This is one of the odder films I'd never seen before. Very rich cast. I had never paid much attention to Ed Flanders, but he is good as an Army shrink.

The front half is absurdly comic, although these are stage lunatics, tossing off (often limp) quips with perfect timing. It's a screenwriter's version of a funny looney bin. A good bit: the new commander lets the inmates stage The Great Escape (1963).

It becomes darker in the second half with serious discussions of evil and insanity. I think it goes off the rails in a long biker-bar scene of violence and degradation, building up to some revenge porn.

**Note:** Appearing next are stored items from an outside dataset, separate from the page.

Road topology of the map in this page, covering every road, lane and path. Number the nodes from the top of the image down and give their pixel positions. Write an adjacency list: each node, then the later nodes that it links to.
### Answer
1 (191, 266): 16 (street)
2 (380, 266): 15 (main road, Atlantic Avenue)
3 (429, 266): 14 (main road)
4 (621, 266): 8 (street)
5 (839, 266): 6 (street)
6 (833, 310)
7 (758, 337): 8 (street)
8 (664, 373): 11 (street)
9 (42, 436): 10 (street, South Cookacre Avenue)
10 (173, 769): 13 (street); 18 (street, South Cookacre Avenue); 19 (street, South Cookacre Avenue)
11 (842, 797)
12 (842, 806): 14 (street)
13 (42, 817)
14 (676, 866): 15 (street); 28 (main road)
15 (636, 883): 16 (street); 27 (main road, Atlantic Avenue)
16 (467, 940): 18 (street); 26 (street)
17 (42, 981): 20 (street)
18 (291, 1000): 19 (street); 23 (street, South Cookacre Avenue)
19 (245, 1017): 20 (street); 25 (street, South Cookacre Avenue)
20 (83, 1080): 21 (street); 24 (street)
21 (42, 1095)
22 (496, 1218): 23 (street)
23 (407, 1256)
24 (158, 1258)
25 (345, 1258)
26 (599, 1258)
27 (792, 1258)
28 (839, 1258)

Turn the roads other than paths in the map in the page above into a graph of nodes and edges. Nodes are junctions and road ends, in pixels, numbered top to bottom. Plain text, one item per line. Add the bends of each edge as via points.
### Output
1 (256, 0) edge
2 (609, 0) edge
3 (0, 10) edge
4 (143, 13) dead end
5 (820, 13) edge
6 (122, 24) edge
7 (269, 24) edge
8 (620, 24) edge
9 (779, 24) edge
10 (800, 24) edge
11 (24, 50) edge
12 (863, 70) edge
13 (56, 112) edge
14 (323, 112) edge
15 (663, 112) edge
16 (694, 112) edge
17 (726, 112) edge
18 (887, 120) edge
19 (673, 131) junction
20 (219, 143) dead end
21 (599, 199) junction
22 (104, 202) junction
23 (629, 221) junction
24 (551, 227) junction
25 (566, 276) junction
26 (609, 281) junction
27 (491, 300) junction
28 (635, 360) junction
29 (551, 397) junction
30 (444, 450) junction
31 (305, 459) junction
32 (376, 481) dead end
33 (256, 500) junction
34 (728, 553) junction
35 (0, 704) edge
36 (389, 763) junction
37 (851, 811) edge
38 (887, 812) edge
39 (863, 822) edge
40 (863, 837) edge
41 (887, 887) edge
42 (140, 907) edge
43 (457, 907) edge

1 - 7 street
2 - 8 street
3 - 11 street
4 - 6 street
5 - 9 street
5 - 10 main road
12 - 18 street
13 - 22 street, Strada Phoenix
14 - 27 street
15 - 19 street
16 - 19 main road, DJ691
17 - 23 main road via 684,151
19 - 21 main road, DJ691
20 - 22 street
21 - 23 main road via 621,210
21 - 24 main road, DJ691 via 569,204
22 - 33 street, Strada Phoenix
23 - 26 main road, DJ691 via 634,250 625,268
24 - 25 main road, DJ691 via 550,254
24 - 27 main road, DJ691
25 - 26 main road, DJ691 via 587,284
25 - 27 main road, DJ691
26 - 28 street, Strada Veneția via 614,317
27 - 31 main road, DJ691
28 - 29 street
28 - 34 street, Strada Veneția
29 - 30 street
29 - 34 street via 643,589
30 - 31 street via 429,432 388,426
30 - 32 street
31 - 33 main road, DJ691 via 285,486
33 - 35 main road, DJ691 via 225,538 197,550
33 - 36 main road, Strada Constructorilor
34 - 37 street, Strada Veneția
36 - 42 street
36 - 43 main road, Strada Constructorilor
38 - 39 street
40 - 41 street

This sets up the muddled final act: the difference between sacrifice and suicide had been discussed earlier, but that distinction seems confused here. It's parallel to the end of Blatty's own The Exorcist (1973), when Fr Damien sacrifices himself to save Regan. Blatty insisted the priest was not committing suicide, he just needed to get the demon out of the house and the window was the only way.

Filmed in Hungary and Germany.

The DVD is poor quality 4:3 letterboxed and includes a commentary track of the director being interviewed as they watch the film.

Lots of great stories and tidbits about the cast. His wife ran off with his producer. Some of his remarks fly by me: what does it mean when he says "I was the Pia Zadora of Hollywood that year"?

Scorsese has said there are "movies" and "the movie business" and they are completely different things. I'm not sure Blatty is very strong in either aspect. In his commentary he references all sorts of obscurely symbolic bits I don't think most viewers would see (I didn't). He edited a large number of film variants -- I'm still not sure why -- and kept pulling it from his distributors when they displeased him.